#### GIVEN DATA:

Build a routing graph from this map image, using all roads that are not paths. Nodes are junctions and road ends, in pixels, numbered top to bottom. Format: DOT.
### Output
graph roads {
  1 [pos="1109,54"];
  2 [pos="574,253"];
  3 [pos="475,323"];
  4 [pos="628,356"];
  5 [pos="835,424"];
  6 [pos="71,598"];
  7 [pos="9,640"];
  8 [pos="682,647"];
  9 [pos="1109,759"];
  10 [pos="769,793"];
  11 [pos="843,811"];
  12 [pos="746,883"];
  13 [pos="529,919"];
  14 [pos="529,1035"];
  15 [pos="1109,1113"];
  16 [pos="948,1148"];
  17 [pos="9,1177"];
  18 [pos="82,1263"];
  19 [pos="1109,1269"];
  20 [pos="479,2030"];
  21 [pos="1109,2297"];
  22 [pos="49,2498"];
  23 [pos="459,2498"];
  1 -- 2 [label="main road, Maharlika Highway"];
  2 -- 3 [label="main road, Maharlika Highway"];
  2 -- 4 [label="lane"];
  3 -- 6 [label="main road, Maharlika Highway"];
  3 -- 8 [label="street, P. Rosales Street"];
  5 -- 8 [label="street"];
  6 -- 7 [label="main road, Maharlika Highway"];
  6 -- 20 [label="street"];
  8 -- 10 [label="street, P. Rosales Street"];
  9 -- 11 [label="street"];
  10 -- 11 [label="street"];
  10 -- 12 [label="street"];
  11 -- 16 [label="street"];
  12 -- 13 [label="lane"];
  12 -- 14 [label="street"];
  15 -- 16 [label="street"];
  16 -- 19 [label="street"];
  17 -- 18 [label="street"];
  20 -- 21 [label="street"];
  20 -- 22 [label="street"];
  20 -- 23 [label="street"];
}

#### WHAT IS EXPECTED:
A word-for-word copy of the data is the expected answer.

#### REPLY:
Build a routing graph from this map image, using all roads that are not paths. Nodes are junctions and road ends, in pixels, numbered top to bottom. Format: DOT.
### Output
graph roads {
  1 [pos="1109,54"];
  2 [pos="574,253"];
  3 [pos="475,323"];
  4 [pos="628,356"];
  5 [pos="835,424"];
  6 [pos="71,598"];
  7 [pos="9,640"];
  8 [pos="682,647"];
  9 [pos="1109,759"];
  10 [pos="769,793"];
  11 [pos="843,811"];
  12 [pos="746,883"];
  13 [pos="529,919"];
  14 [pos="529,1035"];
  15 [pos="1109,1113"];
  16 [pos="948,1148"];
  17 [pos="9,1177"];
  18 [pos="82,1263"];
  19 [pos="1109,1269"];
  20 [pos="479,2030"];
  21 [pos="1109,2297"];
  22 [pos="49,2498"];
  23 [pos="459,2498"];
  1 -- 2 [label="main road, Maharlika Highway"];
  2 -- 3 [label="main road, Maharlika Highway"];
  2 -- 4 [label="lane"];
  3 -- 6 [label="main road, Maharlika Highway"];
  3 -- 8 [label="street, P. Rosales Street"];
  5 -- 8 [label="street"];
  6 -- 7 [label="main road, Maharlika Highway"];
  6 -- 20 [label="street"];
  8 -- 10 [label="street, P. Rosales Street"];
  9 -- 11 [label="street"];
  10 -- 11 [label="street"];
  10 -- 12 [label="street"];
  11 -- 16 [label="street"];
  12 -- 13 [label="lane"];
  12 -- 14 [label="street"];
  15 -- 16 [label="street"];
  16 -- 19 [label="street"];
  17 -- 18 [label="street"];
  20 -- 21 [label="street"];
  20 -- 22 [label="street"];
  20 -- 23 [label="street"];
}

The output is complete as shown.